Kweichow Moutai Distillery Co, qui produit du baijiu, le plus célèbre alcool fort chinois, est un peu ennuyé par son nouveau statut de marque de luxe.

Ou peut-être que la société est contrariée parce que sa marque Moutai n'est pas aussi appéciée des millionnaires chinois que les marques de mode Louis Vuitton, Cartier et Hermès.

La source de l'animosité est la liste Hurun Best of the Best 2012, publiée par l'Institut de recherche Hurun en janvier. Dans le communiqué de presse, l'institut classe Moutai au quatrième rang mondial des marques de luxe les plus chères.

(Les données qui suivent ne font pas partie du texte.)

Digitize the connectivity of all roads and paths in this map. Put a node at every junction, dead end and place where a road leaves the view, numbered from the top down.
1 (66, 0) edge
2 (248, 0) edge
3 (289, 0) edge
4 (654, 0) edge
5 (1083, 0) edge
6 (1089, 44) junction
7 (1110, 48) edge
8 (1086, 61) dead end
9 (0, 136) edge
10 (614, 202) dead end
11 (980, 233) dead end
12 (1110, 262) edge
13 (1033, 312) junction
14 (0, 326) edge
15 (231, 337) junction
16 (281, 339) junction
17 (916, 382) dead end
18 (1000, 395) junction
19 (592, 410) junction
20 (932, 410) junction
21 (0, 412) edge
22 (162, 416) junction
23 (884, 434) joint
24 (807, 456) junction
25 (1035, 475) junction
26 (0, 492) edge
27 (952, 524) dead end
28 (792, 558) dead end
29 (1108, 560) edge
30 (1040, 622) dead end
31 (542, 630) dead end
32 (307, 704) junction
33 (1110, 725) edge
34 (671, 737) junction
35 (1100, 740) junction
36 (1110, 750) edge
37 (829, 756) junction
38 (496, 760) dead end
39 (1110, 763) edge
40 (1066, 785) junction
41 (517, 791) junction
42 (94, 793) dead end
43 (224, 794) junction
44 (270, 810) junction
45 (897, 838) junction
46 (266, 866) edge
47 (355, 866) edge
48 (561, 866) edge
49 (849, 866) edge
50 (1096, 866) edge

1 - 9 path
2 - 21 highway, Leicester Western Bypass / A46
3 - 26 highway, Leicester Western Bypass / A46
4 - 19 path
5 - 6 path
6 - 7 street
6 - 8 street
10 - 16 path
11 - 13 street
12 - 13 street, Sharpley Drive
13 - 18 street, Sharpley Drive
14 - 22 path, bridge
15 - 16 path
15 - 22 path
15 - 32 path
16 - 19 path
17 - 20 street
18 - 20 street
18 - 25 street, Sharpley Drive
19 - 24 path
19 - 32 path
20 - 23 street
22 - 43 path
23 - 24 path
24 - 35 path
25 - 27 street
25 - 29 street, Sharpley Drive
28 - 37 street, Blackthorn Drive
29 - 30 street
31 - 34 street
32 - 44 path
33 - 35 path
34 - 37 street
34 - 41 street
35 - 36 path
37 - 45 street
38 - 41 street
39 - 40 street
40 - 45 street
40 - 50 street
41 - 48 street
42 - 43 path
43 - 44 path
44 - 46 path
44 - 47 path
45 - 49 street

Le rapport Hurun, qui étudie la classe supérieure chinoise et son mode de vie, enquête auprès de 503 Chinois, dont la richesse individuelle est supérieure à 10 millions de yuans (1,58 million de dollars).

Le rapport énumère également Moutai au quatrième rang des marques à la plus grande valeur derrière Louis Vuitton, qui fait partie de LVMH SA, le groupe Hermès et BMW AG, mais devant Mercedes-Benz de Daimler AG et Chanel SA.

Les responsables de Moutai ont été prompts à critiquer l'enquête, en partie parce qu'ils ne veulent pas que la marque soit perçue de plus en plus chère par le consommateur moyen.

Néanmoins, le fait est que Moutai connaît un étrange paradoxe à l'heure actuelle. En décembre 2010, la société a augmenté les prix de la plupart de ses bouteilles mises en vente en 2011 de 20 pour cent. Après la hausse, le prix moyen d’une bouteille de Moutai a fait un bond de 300 yuans, pour atteindre environ 1900 yuans le demi-litre.

Les évaluateurs d'alcool tentent également de mettre les prix des bouteilles vintage de Moutai (l'orthographe pour le nom générique de la liqueur) provenant de divers producteurs chinois de baijiu sur un pied d'égalité avec certaines des bouteilles de vin français les plus prisées.

Moutai se trouve donc avec un dilemme : comment se présenter comme abordable pour les consommateurs, tandis que la prospérité croissante de la Chine et la demande croissante pour le produit comme un cadeau idéal fait monter le prix ?

Au cours de la fête du Printemps de cette année, les vendeurs de Beijing qui proposaient du Moutai essayaient de vendre des bouteilles phares de la société à 53 degrés, Flying Moutai, à plus de 2 000 yuans l’unité.

L'enthousiasme croissant a été une aubaine pour Moutai. Selon le site d’informations boursières Hexun.com, en janvier, le cours de la société s'élevait à 190 yuans l’action, représentant une capitalisation boursière d’environ 194 milliards de yuans.

Le 18 janvier, la société a estimé que les bénéfices devraient augmenter de 65 pour cent. Son bénéfice net au cours des trois premiers trimestres de 2011 était de 6,93 milliards de yuans, 57 pour cent de plus que sur la même période de 2010.

Mais les amateurs se plaignent que la liqueur est devenue trop chère.

« La hausse des coûts est une raison (pour expliquer la hausse des prix) », a déclaré Liu Wenke, un responsable du bureau de développement économique de la ville de Maotai dans la province du Guizhou.

M. Liu a indiqué que le prix du sorgho, de production locale et de haute qualité, utilisé dans la production du Moutai, a triplé depuis 2008, passant de 2,4 yuans le kilo à 7,2 yuans.

Les terrains sont également limités dans la ville, qui est considérée par les experts comme l'endroit idéal pour produire du baijiu à cause des sources d’eau de montagne environnantes. Cela signifie qu’à chaque fois que Moutai étend ses domaines d'ateliers et d'usines, d’importantes sommes d'indemnisation doivent être versées aux familles dont les maisons sont démolies pour faire place à l'expansion.

L’entreprise s’est engagée à employer un membre de chaque foyer déplacé en contrepartie de la démolition.

« Un nouvel employé gagne entre 60 000 et 70 000 yuans par an », affirme M. Liu.

Il a indiqué qu’en 2011, quelque 900 ménages avaient été relogés ; en 2012, le chiffre sera proche de 400.